I throw back the quilt and begin pacing the floor, listening to it creaking in protest. After a few minutes of this, I begin noticing where the floor is sagging badly. I jump up and down in one spot, feeling it give. I could probably jump right through but I’m not sure what’s underneath the cabin. I kneel down and start picking at a corner of one of the linoleum squares covering the floor. It’s slow going until I remember my carpet knife. I begin slicing into the stuff, ripping up the squares. Beneath the linoleum are old rotting floorboards. I start kicking at one of these. It gives after a few kicks and I get my whole foot through. I stamp some more until I’ve made a large hole in the floor. I get down on my belly and peer into the darkness. I can’t see anything but I can smell the cold dark earth below. I reach down and I can just touch the dirt with the tips of my fingers.

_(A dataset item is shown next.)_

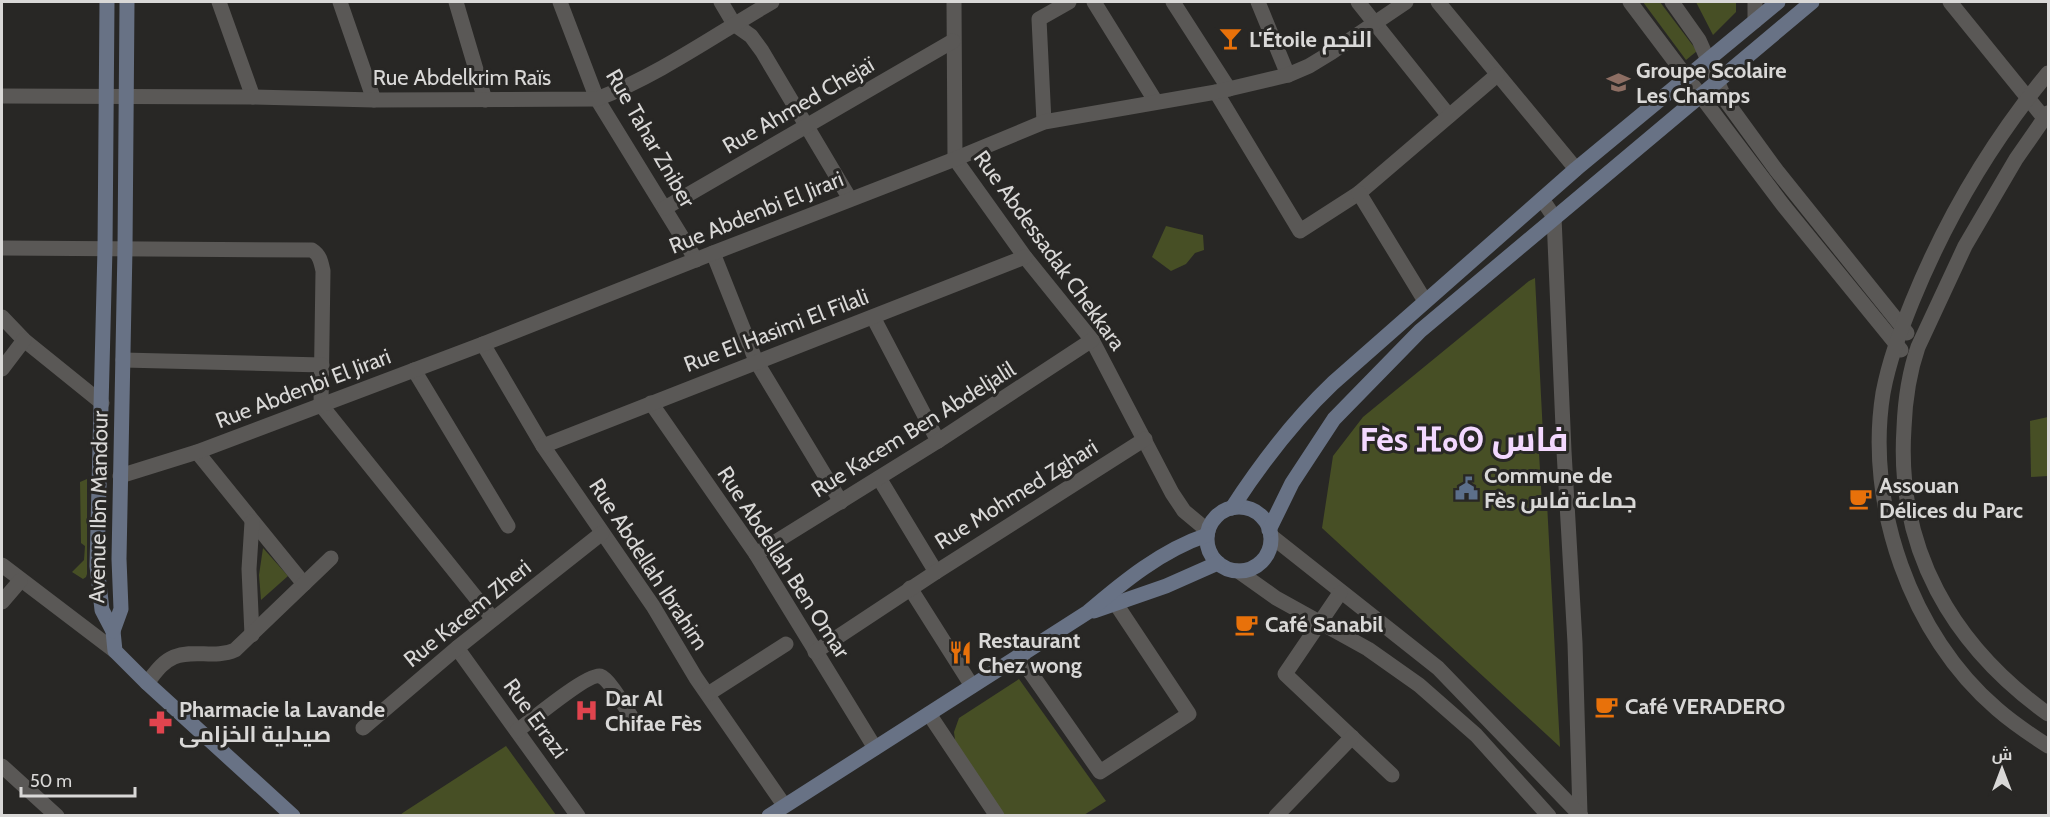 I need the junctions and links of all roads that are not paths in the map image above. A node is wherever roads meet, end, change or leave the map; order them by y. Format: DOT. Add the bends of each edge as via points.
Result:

There’s enough space for me to get in there and crawl, but I’m not sure if I can actually crawl to freedom or if I’ll just be trapped under the cabin. It’s not like I have anything to lose though so I push my whole torso through and climb down. I am soon on my belly, under the cabin. It’s pitch dark and I’m sure there are monstrous insects down here if not rats. Thinking about it makes my heart start pounding too fast. But it’s either crawl through this or go back up into the cabin and await my fate. Neither seems an appealing prospect.
M
y wife’s thighs are more generously fleshy than the last time I was between them. She’s put on a few pounds, which is probably the only reason I am here. At her thinnest, she is craziest. At this weight, which I’d wager is about one-twenty she is usually okay, because she has enough meat on her bones to keep her connected to earth but not so much that she feels and acts leaden.